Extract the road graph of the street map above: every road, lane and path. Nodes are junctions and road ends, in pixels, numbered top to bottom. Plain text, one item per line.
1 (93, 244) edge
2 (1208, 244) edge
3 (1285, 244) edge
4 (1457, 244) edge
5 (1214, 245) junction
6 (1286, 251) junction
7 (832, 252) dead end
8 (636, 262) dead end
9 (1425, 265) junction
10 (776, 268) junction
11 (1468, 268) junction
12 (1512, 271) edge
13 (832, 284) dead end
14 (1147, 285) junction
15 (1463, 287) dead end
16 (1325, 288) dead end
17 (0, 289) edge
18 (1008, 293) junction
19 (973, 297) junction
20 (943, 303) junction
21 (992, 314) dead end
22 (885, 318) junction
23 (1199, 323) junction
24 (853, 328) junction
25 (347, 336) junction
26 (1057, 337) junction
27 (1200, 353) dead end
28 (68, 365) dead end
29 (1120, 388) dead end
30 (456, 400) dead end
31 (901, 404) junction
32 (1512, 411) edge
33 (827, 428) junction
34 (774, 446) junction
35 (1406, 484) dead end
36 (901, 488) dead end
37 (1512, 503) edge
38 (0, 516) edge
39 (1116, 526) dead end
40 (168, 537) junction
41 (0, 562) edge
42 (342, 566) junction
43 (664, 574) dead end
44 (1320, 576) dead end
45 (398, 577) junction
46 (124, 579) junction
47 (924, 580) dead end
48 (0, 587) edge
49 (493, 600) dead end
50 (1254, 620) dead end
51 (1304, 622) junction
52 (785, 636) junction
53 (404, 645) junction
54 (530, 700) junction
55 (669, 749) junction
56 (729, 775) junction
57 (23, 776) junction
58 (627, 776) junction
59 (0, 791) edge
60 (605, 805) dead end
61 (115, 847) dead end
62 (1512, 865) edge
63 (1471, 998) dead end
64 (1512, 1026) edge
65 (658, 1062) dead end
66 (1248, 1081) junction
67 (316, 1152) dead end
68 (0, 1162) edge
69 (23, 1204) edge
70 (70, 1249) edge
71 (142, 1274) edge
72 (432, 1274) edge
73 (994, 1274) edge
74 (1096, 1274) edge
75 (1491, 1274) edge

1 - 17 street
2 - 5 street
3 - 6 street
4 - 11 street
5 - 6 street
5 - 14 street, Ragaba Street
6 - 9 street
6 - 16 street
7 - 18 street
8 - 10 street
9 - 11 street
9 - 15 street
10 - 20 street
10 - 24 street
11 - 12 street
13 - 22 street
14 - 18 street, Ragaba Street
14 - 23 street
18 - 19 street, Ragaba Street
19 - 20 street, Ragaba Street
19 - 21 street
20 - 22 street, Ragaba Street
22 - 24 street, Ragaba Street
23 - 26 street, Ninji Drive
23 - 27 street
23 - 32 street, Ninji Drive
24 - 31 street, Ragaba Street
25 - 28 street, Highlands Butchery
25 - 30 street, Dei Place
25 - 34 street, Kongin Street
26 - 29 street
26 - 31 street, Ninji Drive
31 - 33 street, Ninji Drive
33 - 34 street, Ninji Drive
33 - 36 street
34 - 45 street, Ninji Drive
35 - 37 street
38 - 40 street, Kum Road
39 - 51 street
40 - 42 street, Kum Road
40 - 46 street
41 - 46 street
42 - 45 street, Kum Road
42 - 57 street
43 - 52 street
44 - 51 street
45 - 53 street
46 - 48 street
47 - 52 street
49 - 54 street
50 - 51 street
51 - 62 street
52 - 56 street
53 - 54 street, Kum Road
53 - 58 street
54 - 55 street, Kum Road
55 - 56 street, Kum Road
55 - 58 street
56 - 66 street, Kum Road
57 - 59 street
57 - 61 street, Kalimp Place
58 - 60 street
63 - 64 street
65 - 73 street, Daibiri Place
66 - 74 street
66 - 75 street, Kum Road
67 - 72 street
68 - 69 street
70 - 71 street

§ **DESCRIPTION OF THE TASK**:
Looking at the entries above, copy out every line in which "Place" occurs.

§ **COMPLETED EXERCISE**:
25 - 30 street, Dei Place
57 - 61 street, Kalimp Place
65 - 73 street, Daibiri Place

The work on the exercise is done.